No Regrets: Lily Bartle and Dana Kopel of the New Museum Union

By February 11, 2020

Learn about your coworkers: how they live, who they live with, what they care about. What they like to do in their spare time, what their aspirations are for the rest of their lives.

The collective bargaining unit at the New Museum. Photo by Sarah Cascone for Artnet News.

Roughly one year ago, workers at the New Museum formed the New Museum Union, catalyzing the movement for museum workers’ rights across the country. Last September, as part of Burnaway’s “Art and Labor” series, I wrote an essay for the magazine that explored art workers’ unionization efforts and the history of right-to-work laws in the South.

ENIGGMA on view until March 18th, 2024.

In January, two founding members of the New Museum Union provided an update on where the group stands a year after voting to unionize. Lily Bartle and Dana Kopel—both of whom served on the union’s first contract bargaining committee—spoke with Burnaway about the museum’s campaign against the union, the process of winning a first contract, and what they and their coworkers won.

Ben Beckett: When you were first organizing, how did you know you were ready to approach a union office?

Dana Kopel: We had been meeting for nearly a year when we approached the local union. It started with just, like, five people over lunch and had gradually grown to include a fair amount of the staff meeting over drinks, just to talk about what wasn’t working and what we wanted to change and how we might go about doing that. At a certain point, the idea of a union had come up a number of times, but I think most people—myself included—just didn’t know what the process or benefits would be.

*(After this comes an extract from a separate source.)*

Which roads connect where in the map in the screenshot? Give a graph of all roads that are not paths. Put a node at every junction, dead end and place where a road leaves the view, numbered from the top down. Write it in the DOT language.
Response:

So, through a friend, I reached out to Maida Rosenstein, the president of Local 2110. We scheduled a meeting with her and some stewards from MoMA and got about ten people from the New Museum there from a lot of different departments. Some of the stewards from MoMA—where they’ve been unionized since the 70s—passed around papers with their salaries, and they were really jarring to look at for everybody.

Lily Bartle: That was a moment of almost unanimous radicalization, or at least consciousness-raising.

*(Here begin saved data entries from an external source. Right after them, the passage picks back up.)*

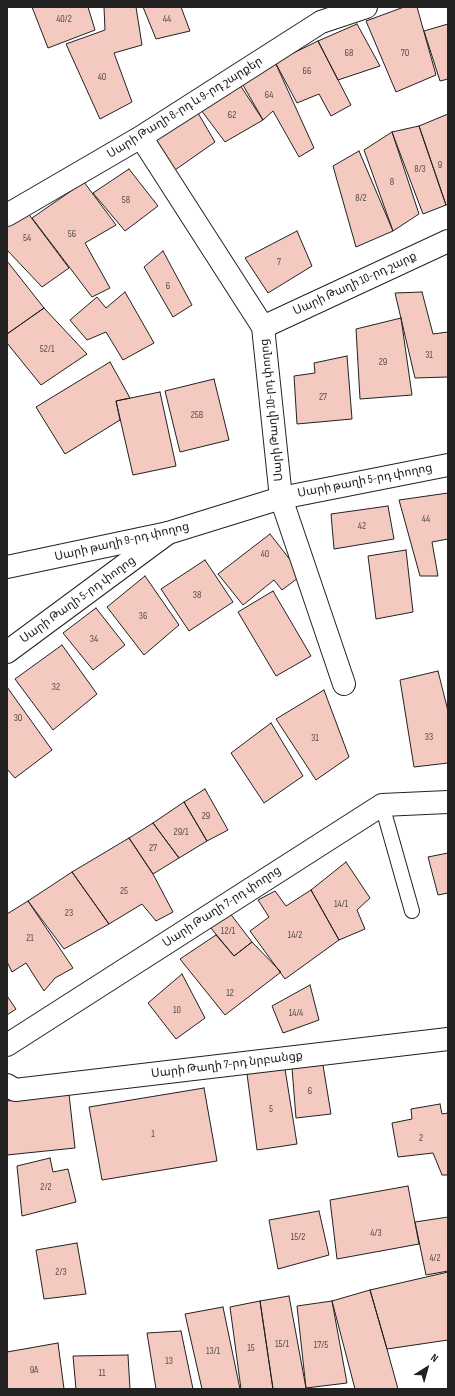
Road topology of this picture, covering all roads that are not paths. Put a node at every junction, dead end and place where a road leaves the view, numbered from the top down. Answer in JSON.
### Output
{"nodes":[{"id":1,"x":366,"y":7,"type":"edge"},
{"id":2,"x":141,"y":137,"type":"junction"},
{"id":3,"x":7,"y":215,"type":"edge"},
{"id":4,"x":448,"y":241,"type":"edge"},
{"id":5,"x":263,"y":327,"type":"junction"},
{"id":6,"x":448,"y":465,"type":"edge"},
{"id":7,"x":281,"y":498,"type":"junction"},
{"id":8,"x":168,"y":533,"type":"junction"},
{"id":9,"x":7,"y":567,"type":"edge"},
{"id":10,"x":7,"y":652,"type":"edge"},
{"id":11,"x":344,"y":684,"type":"dead end"},
{"id":12,"x":448,"y":802,"type":"edge"},
{"id":13,"x":382,"y":805,"type":"junction"},
{"id":14,"x":412,"y":911,"type":"dead end"},
{"id":15,"x":448,"y":1039,"type":"edge"},
{"id":16,"x":7,"y":1044,"type":"edge"},
{"id":17,"x":7,"y":1085,"type":"edge"}],
"edges":[{"from":1,"to":2,"type":"street","name":"Սարի Թաղի 8-րդ և 9-րդ շարքեր"},
{"from":2,"to":3,"type":"street","name":"Սարի Թաղի 8-րդ և 9-րդ շարքեր"},
{"from":2,"to":5,"type":"street","name":"Սարի Թաղի 10-րդ փողոց"},
{"from":4,"to":5,"type":"street","name":"Սարի Թաղի 10-րդ շարք"},
{"from":5,"to":7,"type":"street","name":"Սարի Թաղի 10-րդ փողոց"},
{"from":6,"to":7,"type":"street","name":"Սարի թաղի 5-րդ փողոց"},
{"from":7,"to":8,"type":"street","name":"Սարի թաղի 9-րդ փողոց"},
{"from":7,"to":11,"type":"street","name":"Սարի Թաղի 10-րդ փողոց"},
{"from":8,"to":9,"type":"street","name":"Սարի թաղի 9-րդ փողոց"},
{"from":8,"to":10,"type":"street","name":"Սարի Թաղի 5-րդ փողոց"},
{"from":12,"to":13,"type":"street","name":"Սարի Թաղի 7-րդ փողոց"},
{"from":13,"to":14,"type":"lane"},
{"from":13,"to":16,"type":"street","name":"Սարի Թաղի 7-րդ փողոց"},
{"from":15,"to":17,"type":"street","name":"Սարի Թաղի 7-րդ նրբանցք"}]}
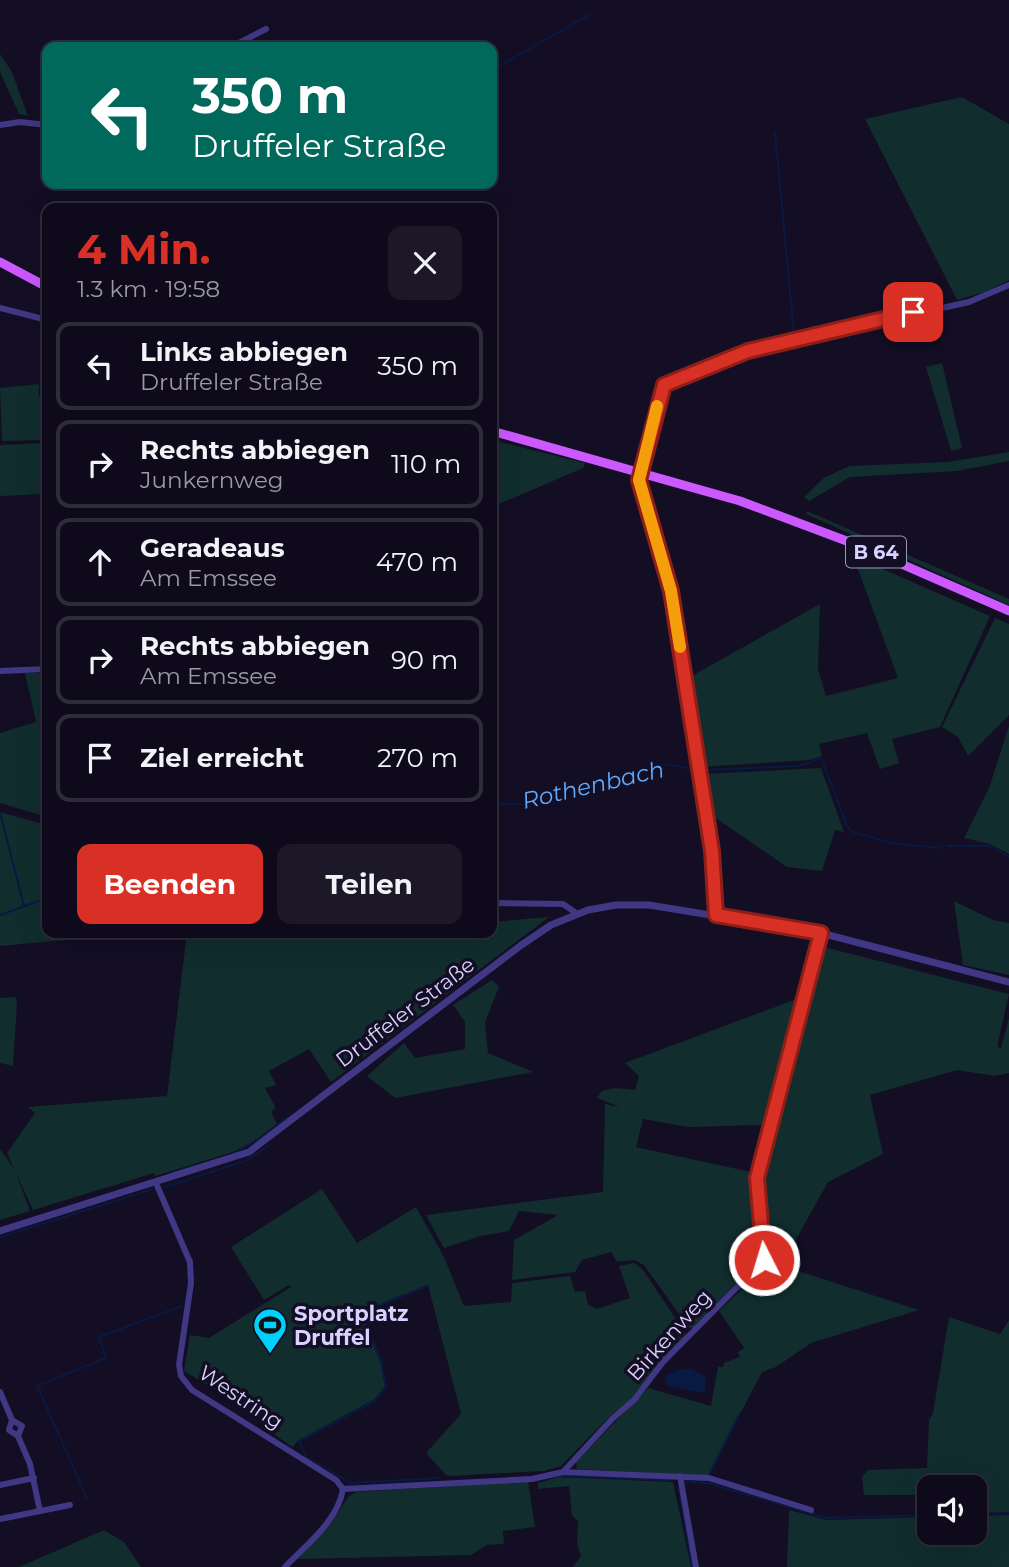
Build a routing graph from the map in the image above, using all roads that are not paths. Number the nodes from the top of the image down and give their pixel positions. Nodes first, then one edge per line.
1 (266, 29) dead end
2 (241, 42) edge
3 (0, 125) edge
4 (42, 125) edge
5 (0, 262) edge
6 (42, 283) edge
7 (1009, 285) edge
8 (0, 308) edge
9 (42, 319) edge
10 (497, 432) edge
11 (641, 471) junction
12 (1009, 611) edge
13 (42, 669) edge
14 (0, 671) edge
15 (497, 903) edge
16 (576, 913) junction
17 (716, 915) junction
18 (821, 933) junction
19 (1009, 982) edge
20 (156, 1183) junction
21 (0, 1231) edge
22 (0, 1392) edge
23 (12, 1420) junction
24 (9, 1430) junction
25 (0, 1433) edge
26 (18, 1436) junction
27 (571, 1463) junction
28 (563, 1472) junction
29 (576, 1473) junction
30 (680, 1476) junction
31 (34, 1478) junction
32 (0, 1485) edge
33 (343, 1489) junction
34 (70, 1505) dead end
35 (811, 1510) dead end
36 (40, 1511) junction
37 (0, 1519) edge
38 (285, 1567) edge
39 (696, 1567) edge

1 - 2 street
3 - 4 street
5 - 6 main road
7 - 11 street
8 - 9 street
10 - 11 main road, B 64
11 - 12 main road, B 64
11 - 17 street
13 - 14 street
15 - 16 street
16 - 17 street, Druffeler Straße
16 - 20 street, Druffeler Straße
17 - 18 street, Druffeler Straße
18 - 19 street, Druffeler Straße
18 - 27 street, Birkenweg
20 - 21 street, Druffeler Straße
20 - 33 street, Westring
22 - 23 street
23 - 24 street
23 - 26 street
24 - 25 street
24 - 26 street
26 - 31 street
27 - 28 street, Birkenweg
27 - 29 street
28 - 29 street
28 - 33 street
29 - 30 street
30 - 35 street
30 - 39 street
31 - 32 street
31 - 36 street
33 - 38 street
34 - 36 street
36 - 37 street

DK: The closest position to mine was making almost double my salary. Maida and the MoMa stewards left and we asked everybody [from New Museum], what do you think? And they all said, yeah, let’s do it.

LB: Before that, we had considered a number of options—writing an open letter, doing some kind of staged action. But Maida made it very clear in a very convincing way that the union would be the only way to make permanent, lasting changes to our terms and conditions of employment.

DK: What felt really special and heartening in those conversations was that everyone was really invested in making the museum a better place to work for people who came after them. That felt like a really powerful way of undercutting this careerist individualism that’s so present in the art world.

LB: Right, making sure your position is tenable for whoever comes and takes it after you. It’s something you don’t really think about when you’re in the art world and you’re moving jobs like every eighteen months.

New York Art Strike taking over the lobby of the Museum of Modern Art, June 18, 1970. Photo by Jan van Raay.

BB: Tell us about some of the material gains that you made with the contract and about what rights you have on the job now that you didn’t before.

DK: One of the really huge gains was just cause. That means they have to have a legitimate reason to fire you. That provides so much job security. 

LB: Especially for an industry that is really personality-based and focused so much on individualism. The notion of just cause is really important in terms of ensuring a diverse workforce. 

DK: Increased salaries were also a huge win. When we started organizing, full-time staff at the lowest end were making $35,000 a year. 

LB: When that started to get into the press, they bumped those people up right away because they realized what bad press that was. 

DK: They hired a new person at an entry-level position at $40,000, which is still not a livable wage. They told us that, according to their research, a living wage in New York City was $51,000 a year. 

LB: That was something they said to us in a captive-audience meeting. So we were able to continually bring up this figure of $51,000 a year. 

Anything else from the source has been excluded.